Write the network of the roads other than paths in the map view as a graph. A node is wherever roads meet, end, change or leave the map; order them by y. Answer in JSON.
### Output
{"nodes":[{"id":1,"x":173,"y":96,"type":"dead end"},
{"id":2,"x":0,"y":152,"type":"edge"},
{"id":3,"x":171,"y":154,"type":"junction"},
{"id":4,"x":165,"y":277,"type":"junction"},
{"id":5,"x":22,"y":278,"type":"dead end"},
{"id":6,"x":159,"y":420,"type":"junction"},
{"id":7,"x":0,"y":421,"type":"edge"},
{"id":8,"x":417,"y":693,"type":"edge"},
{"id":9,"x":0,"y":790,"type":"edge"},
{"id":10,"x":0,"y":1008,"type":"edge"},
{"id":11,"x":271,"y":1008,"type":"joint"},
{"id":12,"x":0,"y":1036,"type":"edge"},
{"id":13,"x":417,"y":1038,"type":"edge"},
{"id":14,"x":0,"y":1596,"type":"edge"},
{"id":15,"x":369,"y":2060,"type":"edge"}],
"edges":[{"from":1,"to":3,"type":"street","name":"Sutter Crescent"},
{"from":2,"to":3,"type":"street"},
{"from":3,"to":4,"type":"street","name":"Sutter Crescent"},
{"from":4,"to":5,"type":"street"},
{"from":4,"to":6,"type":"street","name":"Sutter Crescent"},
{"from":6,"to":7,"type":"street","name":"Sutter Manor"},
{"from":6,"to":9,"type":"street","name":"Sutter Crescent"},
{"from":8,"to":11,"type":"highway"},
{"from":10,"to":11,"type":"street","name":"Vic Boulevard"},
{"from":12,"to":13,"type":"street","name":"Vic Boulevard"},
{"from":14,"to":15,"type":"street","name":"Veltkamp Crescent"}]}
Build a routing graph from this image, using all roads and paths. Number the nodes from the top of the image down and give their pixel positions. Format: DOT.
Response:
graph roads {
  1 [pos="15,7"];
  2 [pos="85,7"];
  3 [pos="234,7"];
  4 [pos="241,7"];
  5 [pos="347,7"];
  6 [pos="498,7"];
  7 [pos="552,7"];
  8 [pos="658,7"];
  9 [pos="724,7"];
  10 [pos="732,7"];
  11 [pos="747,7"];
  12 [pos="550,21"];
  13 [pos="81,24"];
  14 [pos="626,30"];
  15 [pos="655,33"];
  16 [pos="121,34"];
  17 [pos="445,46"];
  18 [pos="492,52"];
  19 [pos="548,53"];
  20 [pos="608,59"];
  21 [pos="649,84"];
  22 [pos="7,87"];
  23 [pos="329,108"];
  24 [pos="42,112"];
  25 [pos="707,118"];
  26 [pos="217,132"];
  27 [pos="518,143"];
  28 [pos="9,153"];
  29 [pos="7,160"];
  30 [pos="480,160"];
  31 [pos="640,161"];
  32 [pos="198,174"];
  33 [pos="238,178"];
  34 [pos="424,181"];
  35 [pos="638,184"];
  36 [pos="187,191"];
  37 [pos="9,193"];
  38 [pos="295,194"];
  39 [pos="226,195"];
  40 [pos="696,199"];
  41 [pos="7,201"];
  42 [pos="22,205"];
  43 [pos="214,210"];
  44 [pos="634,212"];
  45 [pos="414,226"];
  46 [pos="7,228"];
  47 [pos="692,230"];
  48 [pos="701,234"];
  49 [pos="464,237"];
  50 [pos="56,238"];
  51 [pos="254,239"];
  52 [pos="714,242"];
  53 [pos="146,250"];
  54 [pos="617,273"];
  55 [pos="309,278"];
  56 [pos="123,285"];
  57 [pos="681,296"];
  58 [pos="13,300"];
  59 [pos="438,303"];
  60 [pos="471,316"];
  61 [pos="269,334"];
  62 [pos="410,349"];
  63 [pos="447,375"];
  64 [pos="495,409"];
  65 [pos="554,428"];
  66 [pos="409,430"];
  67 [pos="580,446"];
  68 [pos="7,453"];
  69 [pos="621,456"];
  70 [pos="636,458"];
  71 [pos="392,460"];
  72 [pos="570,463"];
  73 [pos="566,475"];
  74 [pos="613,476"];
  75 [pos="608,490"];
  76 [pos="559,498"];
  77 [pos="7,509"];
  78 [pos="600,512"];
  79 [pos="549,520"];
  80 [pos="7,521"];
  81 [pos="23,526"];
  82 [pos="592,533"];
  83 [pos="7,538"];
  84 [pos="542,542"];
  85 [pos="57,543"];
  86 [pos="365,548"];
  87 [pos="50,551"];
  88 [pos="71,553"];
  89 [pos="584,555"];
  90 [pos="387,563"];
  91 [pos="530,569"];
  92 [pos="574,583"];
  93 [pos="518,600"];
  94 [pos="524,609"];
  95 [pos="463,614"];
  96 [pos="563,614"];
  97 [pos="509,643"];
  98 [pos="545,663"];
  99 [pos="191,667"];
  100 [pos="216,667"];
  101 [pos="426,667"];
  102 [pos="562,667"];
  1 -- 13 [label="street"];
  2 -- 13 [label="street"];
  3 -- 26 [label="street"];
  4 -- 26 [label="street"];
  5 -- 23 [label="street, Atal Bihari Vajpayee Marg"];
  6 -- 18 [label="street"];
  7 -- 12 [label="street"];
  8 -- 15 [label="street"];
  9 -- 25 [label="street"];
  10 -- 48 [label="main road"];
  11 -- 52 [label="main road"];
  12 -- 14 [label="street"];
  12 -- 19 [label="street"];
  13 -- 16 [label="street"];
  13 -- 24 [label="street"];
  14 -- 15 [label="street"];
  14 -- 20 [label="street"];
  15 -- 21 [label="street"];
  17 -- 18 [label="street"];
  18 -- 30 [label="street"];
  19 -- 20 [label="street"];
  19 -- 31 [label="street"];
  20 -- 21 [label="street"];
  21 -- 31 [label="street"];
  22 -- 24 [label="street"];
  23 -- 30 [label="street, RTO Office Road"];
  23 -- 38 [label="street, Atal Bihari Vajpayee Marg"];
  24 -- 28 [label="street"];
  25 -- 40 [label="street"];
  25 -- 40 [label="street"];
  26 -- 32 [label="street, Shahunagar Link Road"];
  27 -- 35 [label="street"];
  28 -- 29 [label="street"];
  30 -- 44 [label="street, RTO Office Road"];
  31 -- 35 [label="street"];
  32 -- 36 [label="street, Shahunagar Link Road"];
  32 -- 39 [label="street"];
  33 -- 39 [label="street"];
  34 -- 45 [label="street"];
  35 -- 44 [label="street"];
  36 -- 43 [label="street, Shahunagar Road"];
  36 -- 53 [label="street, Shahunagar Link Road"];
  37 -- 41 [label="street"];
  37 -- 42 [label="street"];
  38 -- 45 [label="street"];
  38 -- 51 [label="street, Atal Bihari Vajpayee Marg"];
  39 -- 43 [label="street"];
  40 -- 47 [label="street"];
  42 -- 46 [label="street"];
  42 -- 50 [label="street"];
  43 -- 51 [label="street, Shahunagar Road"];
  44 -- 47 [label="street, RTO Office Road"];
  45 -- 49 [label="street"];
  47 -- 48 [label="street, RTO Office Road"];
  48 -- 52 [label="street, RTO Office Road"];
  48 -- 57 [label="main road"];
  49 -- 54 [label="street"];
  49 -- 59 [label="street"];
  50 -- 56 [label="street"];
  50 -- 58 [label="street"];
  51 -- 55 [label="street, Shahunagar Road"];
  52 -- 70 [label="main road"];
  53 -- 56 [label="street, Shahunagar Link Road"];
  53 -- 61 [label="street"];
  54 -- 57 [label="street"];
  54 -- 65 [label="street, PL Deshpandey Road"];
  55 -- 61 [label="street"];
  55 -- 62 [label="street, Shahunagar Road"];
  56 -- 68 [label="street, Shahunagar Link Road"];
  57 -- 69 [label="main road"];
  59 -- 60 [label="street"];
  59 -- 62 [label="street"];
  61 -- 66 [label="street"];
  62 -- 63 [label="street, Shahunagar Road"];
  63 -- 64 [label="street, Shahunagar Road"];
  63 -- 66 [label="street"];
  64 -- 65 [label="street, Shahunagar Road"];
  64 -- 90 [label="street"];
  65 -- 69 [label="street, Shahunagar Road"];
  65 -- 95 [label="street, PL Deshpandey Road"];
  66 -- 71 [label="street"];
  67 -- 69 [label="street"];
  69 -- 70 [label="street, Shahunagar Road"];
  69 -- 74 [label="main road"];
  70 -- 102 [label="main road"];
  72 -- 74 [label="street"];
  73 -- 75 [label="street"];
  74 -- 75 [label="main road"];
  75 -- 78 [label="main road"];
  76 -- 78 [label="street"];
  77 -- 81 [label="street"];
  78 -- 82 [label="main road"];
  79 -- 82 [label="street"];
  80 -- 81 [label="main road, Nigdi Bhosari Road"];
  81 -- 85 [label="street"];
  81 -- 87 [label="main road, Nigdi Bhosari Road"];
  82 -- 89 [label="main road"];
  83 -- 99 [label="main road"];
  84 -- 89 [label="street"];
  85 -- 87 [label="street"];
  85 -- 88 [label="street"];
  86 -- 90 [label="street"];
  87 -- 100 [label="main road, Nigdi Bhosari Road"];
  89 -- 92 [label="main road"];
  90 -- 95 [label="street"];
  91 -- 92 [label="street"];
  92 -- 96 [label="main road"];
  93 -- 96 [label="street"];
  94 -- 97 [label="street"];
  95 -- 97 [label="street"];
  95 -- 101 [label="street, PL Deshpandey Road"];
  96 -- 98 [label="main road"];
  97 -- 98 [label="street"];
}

════

List each line in the listing that contains the string "from".

- **Response below**
"edges":[{"from":1,"to":3,"type":"street","name":"Sutter Crescent"},
{"from":2,"to":3,"type":"street"},
{"from":3,"to":4,"type":"street","name":"Sutter Crescent"},
{"from":4,"to":5,"type":"street"},
{"from":4,"to":6,"type":"street","name":"Sutter Crescent"},
{"from":6,"to":7,"type":"street","name":"Sutter Manor"},
{"from":6,"to":9,"type":"street","name":"Sutter Crescent"},
{"from":8,"to":11,"type":"highway"},
{"from":10,"to":11,"type":"street","name":"Vic Boulevard"},
{"from":12,"to":13,"type":"street","name":"Vic Boulevard"},
{"from":14,"to":15,"type":"street","name":"Veltkamp Crescent"}]}
Build a routing graph from this image, using all roads and paths. Number the nodes from the top of the image down and give their pixel positions. Format: DOT.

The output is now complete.